Consumers want better lending options
Approximately 75% of customers who made a big ticket installment purchase in 2019 decided to do so well before the actual purchase took place. Fodor noted that “this implies that a deep, omni-channel merchant integration is crucial. Merchants need to get the relationship with consumers right, and do it now.”
Fintechs are well-established in the lending space, controlling 38% of lending in the U.S. Many fintechs offer consumers technology-enabled POS financing, which appeals to those who want an alternative type of lending.
Now, blue-chip companies like JP Morgan Chase & Co. and American Express have entered the installment loan market and are looking to incorporate similar POS technology into their core lending offerings.
Amazon has plans to expand further into the U.S. grocery market
Amazon will soon expand further into the $800 billion U.S. grocery market, with the company recently confirming its plans to open a grocery store in Los Angeles by the end of 2020. Few details have come out, but what is known is that the store will not use cashierless Amazon Go technology. In addition, the store will target mainstream consumers who shop at traditional grocers (as opposed to the higher-income consumers who shop at its Whole Foods locations), and will aim to facilitate online grocery orders.
Fodor referred to this upcoming store as a potential “prime testing ground for new features,” speculating that Amazon may use it to test new in-store technologies as they are developed.
Consumers are hungry for food delivery
Amazon’s plans to facilitate online grocery orders cater to consumers’ rising demand for convenience when it comes to food. Beyond Amazon, there has been a rise in online food delivery, getting food at a drive thru, and ordering takeout. The popularity of food delivery services like Grubhub and UberEats continues to stay strong as well.

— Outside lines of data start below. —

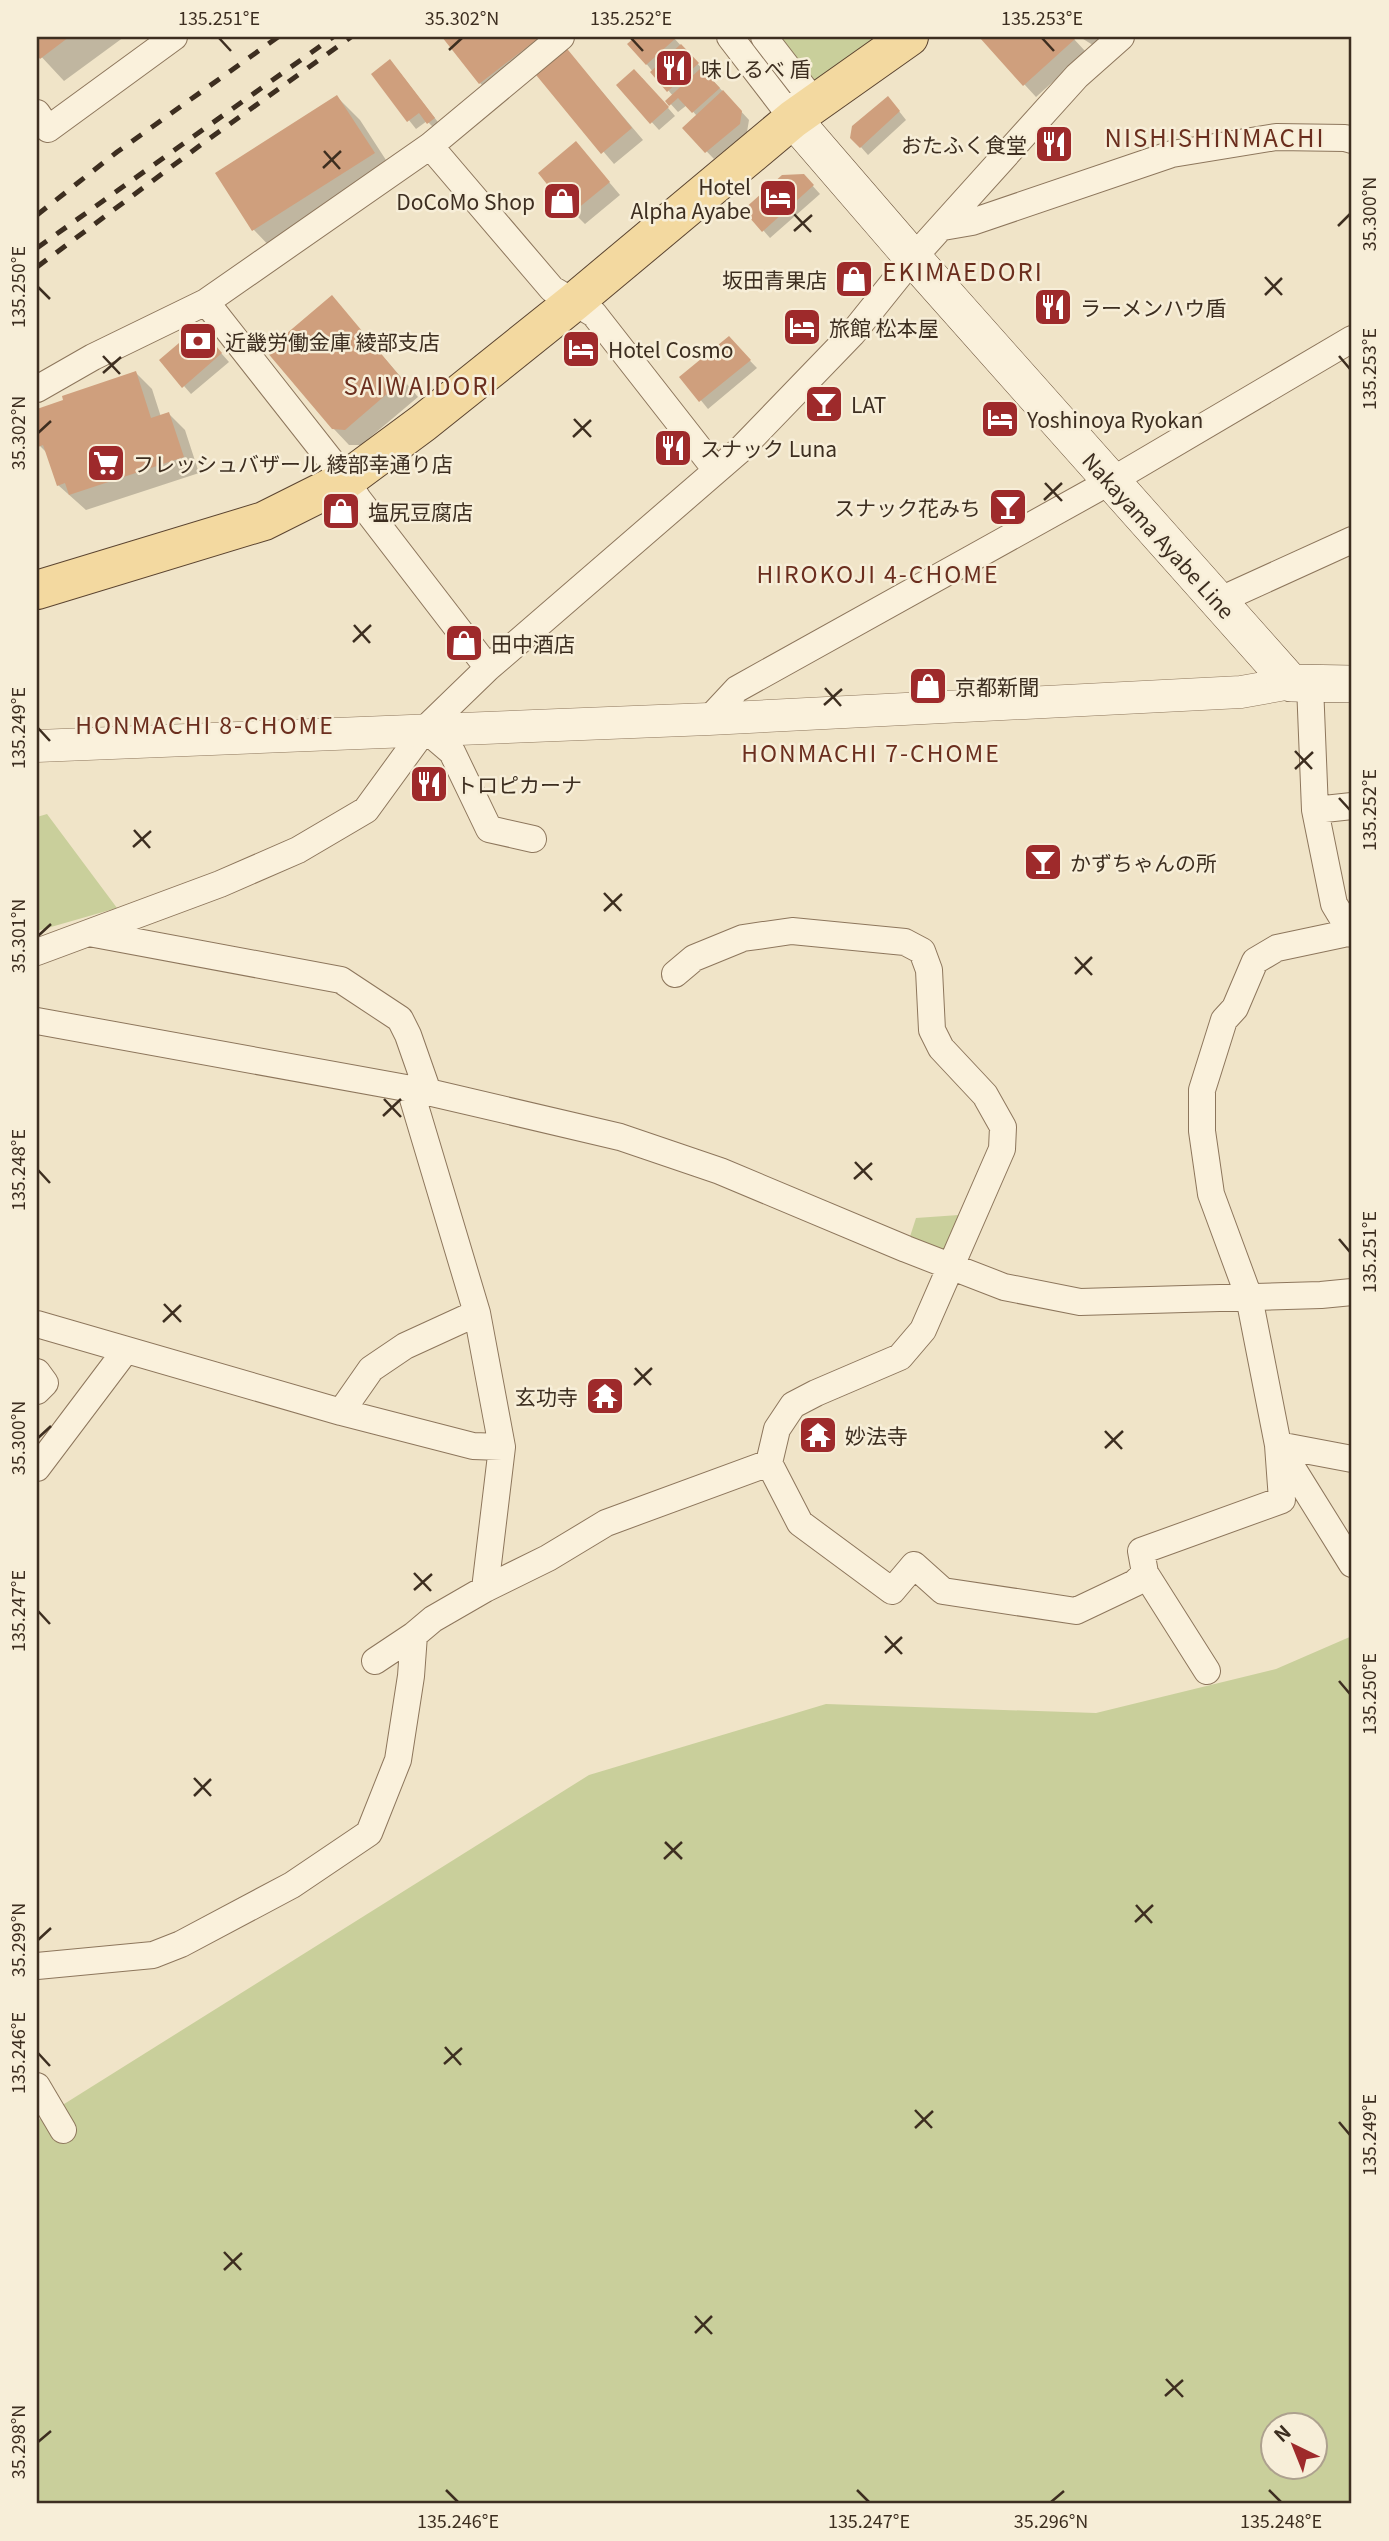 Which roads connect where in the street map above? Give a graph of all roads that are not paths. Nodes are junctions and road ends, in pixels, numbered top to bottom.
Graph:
1 (174, 37) edge
2 (561, 37) edge
3 (730, 37) edge
4 (764, 37) edge
5 (909, 37) edge
6 (1121, 37) edge
7 (37, 113) edge
8 (793, 119) junction
9 (1352, 140) edge
10 (430, 146) junction
11 (943, 228) junction
12 (914, 258) junction
13 (206, 302) junction
14 (574, 302) junction
15 (1352, 338) edge
16 (37, 389) edge
17 (716, 470) junction
18 (346, 480) junction
19 (1111, 481) junction
20 (1352, 540) edge
21 (37, 590) edge
22 (1218, 601) junction
23 (488, 668) junction
24 (1301, 684) junction
25 (1352, 684) edge
26 (709, 719) junction
27 (425, 729) junction
28 (37, 746) edge
29 (1352, 806) edge
30 (1315, 810) junction
31 (533, 839) dead end
32 (1351, 932) edge
33 (88, 933) junction
34 (37, 952) edge
35 (675, 974) dead end
36 (37, 1021) edge
37 (419, 1091) junction
38 (951, 1268) junction
39 (1352, 1292) edge
40 (1249, 1297) junction
41 (477, 1313) junction
42 (37, 1324) edge
43 (126, 1350) junction
44 (37, 1372) edge
45 (37, 1391) edge
46 (341, 1412) junction
47 (1278, 1445) junction
48 (502, 1447) junction
49 (1352, 1459) edge
50 (769, 1463) junction
51 (37, 1468) edge
52 (1352, 1564) edge
53 (1145, 1573) junction
54 (485, 1589) junction
55 (414, 1635) junction
56 (374, 1661) dead end
57 (1207, 1671) dead end
58 (37, 1966) edge
59 (37, 2086) edge
60 (63, 2130) dead end

1 - 7 street
2 - 10 street
3 - 8 street
4 - 8 street
5 - 8 main road
6 - 11 street
8 - 12 main road, Nakayama Ayabe Line
8 - 14 main road
9 - 11 street
10 - 13 street
10 - 14 street
11 - 12 street
12 - 17 street
12 - 19 main road, Nakayama Ayabe Line
13 - 16 street
13 - 18 street
14 - 17 street
14 - 18 main road
15 - 19 street
17 - 23 street
18 - 21 main road
18 - 23 street
19 - 22 main road, Nakayama Ayabe Line
19 - 26 street
20 - 22 street
22 - 24 main road, Nakayama Ayabe Line
23 - 27 street
24 - 25 main road
24 - 26 street
24 - 30 street
26 - 27 street
27 - 28 street
27 - 31 street
27 - 33 street
29 - 30 street
30 - 32 street
32 - 40 street
33 - 34 street
33 - 37 street
35 - 38 street
36 - 37 street
37 - 38 street
37 - 41 street
38 - 40 street
38 - 50 street
39 - 40 street
40 - 47 street
41 - 46 street
41 - 48 street
42 - 43 street
43 - 46 street
43 - 51 street
44 - 45 street
46 - 48 street
47 - 49 street
47 - 52 street
47 - 53 street
48 - 54 street
50 - 53 street
50 - 54 street
53 - 57 street
54 - 55 street
55 - 56 street
55 - 58 street
59 - 60 street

“Cloud kitchens” have arisen as an efficient way to give consumers the convenient experiences they crave. Cloud kitchens are kitchens that are entirely dedicated to preparing food for delivery or takeout, as opposed to eating in-house. Some cloud kitchens are used by a single food brand, while others are home to multiple food brands or restaurants.
B2B e-commerce is going strong
Market growth for e-commerce B2B sales has been strong, and is expected to increase from $1.1 billion in 2018 to $1.8 billion in 2023. This growth is fueled by changes in B2B buying behavior and online efficiencies. For example, many B2B firms have found that they can reduce costs with self-serve checkout. Advances in digital-first approaches to purchases are expected to remain top priorities in the B2B realm.

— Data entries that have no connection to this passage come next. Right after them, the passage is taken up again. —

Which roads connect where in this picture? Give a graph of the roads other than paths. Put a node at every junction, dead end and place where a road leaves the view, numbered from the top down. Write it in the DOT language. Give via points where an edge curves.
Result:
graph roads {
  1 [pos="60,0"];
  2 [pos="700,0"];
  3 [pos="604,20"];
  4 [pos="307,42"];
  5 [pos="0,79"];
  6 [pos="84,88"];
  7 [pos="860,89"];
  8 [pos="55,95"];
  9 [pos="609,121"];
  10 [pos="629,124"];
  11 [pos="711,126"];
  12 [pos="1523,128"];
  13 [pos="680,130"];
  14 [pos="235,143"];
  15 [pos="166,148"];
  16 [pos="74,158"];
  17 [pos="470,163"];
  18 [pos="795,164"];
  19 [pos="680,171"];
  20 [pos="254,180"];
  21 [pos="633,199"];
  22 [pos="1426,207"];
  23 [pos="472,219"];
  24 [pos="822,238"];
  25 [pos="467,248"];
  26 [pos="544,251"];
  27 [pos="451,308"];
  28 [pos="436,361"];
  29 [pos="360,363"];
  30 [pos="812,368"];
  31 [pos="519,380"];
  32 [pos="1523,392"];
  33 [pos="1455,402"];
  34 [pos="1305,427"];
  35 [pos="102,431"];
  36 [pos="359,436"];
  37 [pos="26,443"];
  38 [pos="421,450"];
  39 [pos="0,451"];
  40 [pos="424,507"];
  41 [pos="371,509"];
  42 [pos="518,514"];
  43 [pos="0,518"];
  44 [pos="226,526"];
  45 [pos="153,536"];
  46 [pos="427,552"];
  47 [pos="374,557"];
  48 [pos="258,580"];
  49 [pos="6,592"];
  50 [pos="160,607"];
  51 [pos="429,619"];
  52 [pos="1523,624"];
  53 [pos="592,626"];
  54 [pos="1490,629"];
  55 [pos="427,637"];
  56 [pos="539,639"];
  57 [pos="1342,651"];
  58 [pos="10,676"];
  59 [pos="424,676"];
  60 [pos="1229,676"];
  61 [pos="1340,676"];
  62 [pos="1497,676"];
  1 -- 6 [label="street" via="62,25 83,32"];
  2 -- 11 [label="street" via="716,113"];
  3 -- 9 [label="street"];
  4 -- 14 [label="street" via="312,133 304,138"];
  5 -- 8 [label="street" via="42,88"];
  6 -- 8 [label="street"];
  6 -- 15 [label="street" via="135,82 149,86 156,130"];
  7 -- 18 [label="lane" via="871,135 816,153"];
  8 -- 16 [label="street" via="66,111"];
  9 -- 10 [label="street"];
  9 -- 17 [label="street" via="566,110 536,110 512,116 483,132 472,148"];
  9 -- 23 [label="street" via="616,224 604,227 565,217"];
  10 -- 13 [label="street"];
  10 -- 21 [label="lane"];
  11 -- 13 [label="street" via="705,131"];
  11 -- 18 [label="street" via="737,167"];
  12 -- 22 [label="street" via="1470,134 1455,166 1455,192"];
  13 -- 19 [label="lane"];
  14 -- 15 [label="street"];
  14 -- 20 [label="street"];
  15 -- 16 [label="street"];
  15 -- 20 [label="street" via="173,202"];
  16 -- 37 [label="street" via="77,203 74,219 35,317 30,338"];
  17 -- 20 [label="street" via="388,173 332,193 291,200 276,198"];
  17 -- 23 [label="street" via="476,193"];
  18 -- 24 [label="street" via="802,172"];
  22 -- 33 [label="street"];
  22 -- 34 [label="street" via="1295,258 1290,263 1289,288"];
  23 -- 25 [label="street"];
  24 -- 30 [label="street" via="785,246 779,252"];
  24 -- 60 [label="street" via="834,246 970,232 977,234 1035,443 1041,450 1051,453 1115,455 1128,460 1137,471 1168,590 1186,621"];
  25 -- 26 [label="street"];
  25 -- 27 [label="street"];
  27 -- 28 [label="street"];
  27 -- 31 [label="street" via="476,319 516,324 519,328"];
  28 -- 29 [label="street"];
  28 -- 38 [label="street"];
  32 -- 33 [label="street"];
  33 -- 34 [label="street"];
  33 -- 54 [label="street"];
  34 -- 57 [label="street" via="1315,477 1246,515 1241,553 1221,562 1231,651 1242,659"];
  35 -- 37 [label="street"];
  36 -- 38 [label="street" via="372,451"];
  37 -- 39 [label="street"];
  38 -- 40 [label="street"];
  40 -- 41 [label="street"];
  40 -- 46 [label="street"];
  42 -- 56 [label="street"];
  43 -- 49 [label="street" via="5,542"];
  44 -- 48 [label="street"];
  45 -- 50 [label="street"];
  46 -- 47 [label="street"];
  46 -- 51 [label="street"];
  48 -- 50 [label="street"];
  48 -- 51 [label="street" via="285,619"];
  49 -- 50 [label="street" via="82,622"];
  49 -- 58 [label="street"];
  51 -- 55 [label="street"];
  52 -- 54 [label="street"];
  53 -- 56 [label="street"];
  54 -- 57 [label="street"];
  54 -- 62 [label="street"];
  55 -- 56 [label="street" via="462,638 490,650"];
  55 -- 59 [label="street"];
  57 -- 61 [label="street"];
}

Retailers are exploring rental and resale
Retailers are adapting to a generation of consumers who no longer buy merchandise with the intention of keeping it. 57% of today’s consumers are willing to rent instead of buy, which is reflected in the popularity of rental clothes subscription services like Banana Republic’s Style Passport and Urban Outfitter’s Nuuly.

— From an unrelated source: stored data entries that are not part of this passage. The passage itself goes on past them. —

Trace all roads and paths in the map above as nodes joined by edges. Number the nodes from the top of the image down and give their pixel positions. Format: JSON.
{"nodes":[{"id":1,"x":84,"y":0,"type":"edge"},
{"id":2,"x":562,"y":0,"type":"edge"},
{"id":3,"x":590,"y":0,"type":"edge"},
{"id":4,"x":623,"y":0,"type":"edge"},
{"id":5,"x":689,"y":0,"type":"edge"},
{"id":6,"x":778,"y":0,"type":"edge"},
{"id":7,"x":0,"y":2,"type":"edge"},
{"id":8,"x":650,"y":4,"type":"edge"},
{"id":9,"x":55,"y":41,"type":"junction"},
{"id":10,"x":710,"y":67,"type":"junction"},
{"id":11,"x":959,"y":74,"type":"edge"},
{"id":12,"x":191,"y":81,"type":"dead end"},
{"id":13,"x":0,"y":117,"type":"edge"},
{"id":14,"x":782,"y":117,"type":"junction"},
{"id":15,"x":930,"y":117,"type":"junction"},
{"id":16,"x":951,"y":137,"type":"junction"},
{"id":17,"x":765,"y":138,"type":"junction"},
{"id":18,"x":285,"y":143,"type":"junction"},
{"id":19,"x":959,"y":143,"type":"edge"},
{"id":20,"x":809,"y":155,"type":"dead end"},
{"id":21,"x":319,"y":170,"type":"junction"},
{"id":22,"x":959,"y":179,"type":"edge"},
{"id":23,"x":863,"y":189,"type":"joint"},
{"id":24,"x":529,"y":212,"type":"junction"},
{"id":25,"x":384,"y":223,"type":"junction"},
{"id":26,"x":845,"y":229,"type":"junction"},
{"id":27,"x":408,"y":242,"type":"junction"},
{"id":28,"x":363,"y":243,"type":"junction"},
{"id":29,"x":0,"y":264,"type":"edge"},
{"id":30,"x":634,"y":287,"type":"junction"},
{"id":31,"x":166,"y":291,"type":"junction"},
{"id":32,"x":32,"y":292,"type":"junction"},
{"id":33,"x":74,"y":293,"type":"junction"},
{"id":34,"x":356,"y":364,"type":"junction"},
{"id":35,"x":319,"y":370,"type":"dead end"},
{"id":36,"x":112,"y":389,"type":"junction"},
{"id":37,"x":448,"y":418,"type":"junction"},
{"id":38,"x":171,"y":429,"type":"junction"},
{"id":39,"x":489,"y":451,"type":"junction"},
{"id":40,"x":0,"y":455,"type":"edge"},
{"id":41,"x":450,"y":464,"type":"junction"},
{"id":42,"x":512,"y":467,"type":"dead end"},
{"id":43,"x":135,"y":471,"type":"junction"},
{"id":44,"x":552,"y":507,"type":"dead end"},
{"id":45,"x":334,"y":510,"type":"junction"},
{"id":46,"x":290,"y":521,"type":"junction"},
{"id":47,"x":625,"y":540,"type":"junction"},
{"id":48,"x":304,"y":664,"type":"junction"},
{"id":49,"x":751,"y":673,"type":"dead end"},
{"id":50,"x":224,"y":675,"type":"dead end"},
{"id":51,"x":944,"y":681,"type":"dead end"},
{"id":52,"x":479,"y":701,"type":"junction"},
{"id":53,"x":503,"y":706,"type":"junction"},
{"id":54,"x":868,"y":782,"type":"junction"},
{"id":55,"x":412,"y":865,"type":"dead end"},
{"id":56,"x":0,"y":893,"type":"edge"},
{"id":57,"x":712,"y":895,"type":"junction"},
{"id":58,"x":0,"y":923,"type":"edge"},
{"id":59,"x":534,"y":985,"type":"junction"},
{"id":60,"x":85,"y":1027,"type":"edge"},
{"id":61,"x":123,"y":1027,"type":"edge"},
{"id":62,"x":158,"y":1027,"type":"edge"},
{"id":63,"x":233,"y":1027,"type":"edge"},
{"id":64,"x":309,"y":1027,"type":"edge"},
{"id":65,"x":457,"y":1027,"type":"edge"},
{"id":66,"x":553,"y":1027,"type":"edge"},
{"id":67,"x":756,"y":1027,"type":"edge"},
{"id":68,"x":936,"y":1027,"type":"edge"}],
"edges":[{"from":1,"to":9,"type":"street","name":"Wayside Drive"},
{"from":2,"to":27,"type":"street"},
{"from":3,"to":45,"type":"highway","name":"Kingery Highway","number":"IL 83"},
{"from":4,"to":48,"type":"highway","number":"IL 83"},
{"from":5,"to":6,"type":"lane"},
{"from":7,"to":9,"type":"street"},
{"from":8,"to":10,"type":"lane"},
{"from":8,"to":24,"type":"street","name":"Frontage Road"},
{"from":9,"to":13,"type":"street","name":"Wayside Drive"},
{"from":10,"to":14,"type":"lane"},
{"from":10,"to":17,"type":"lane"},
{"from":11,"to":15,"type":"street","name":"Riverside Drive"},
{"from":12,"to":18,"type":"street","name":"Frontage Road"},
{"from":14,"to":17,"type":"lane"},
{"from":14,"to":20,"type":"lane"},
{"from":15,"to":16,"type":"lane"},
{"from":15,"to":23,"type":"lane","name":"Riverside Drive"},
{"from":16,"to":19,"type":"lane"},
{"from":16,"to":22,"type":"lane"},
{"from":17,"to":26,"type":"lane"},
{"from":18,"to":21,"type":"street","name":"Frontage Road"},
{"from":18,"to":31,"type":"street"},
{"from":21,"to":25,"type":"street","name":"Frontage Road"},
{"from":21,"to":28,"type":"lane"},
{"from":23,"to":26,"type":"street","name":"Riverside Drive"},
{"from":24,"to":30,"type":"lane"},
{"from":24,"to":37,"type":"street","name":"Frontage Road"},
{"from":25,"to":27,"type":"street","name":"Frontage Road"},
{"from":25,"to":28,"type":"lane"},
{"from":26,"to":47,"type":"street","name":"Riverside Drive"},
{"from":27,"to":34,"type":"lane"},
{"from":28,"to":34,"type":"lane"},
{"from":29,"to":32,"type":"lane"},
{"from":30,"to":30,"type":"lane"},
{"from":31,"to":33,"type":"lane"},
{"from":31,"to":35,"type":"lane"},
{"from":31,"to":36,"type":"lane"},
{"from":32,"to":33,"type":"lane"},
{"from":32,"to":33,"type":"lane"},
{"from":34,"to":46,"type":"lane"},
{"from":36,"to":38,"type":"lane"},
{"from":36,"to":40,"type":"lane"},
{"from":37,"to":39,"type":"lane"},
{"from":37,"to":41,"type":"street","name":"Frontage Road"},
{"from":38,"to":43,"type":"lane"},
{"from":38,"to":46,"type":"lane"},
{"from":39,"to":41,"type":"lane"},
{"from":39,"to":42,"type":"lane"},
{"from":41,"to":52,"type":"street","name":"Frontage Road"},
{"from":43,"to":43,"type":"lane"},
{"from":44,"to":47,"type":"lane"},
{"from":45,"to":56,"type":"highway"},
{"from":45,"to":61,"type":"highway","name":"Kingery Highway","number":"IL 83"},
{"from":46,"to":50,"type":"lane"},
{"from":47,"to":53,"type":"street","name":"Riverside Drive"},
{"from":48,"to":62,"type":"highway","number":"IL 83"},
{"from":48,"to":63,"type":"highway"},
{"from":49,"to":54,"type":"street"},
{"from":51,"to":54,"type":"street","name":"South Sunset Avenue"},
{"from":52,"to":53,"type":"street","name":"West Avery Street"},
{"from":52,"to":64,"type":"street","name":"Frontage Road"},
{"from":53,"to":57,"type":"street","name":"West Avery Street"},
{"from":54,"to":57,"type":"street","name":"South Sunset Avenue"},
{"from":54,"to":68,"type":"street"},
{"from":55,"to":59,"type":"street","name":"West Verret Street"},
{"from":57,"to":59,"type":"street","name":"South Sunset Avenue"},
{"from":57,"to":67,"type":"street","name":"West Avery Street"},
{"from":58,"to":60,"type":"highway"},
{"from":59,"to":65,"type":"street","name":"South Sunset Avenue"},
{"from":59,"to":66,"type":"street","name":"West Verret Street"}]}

The secondhand market is also expanding, and is set to reach $51 billion by 2023. Peer-to-peer marketplaces like Poshmark, ThredUp, and others offer online luxury consignment platforms to tens of millions of users worldwide each year.
Clearly, 2020 is will be another year of exciting growth and development for commerce and fintech. Consumer demands and preferences are pushing the industry to evolve, and the ongoing development of technology like AI, widespread cloud adoption, and other new initiatives will allow financial institutions, fintechs, and retailers to keep up.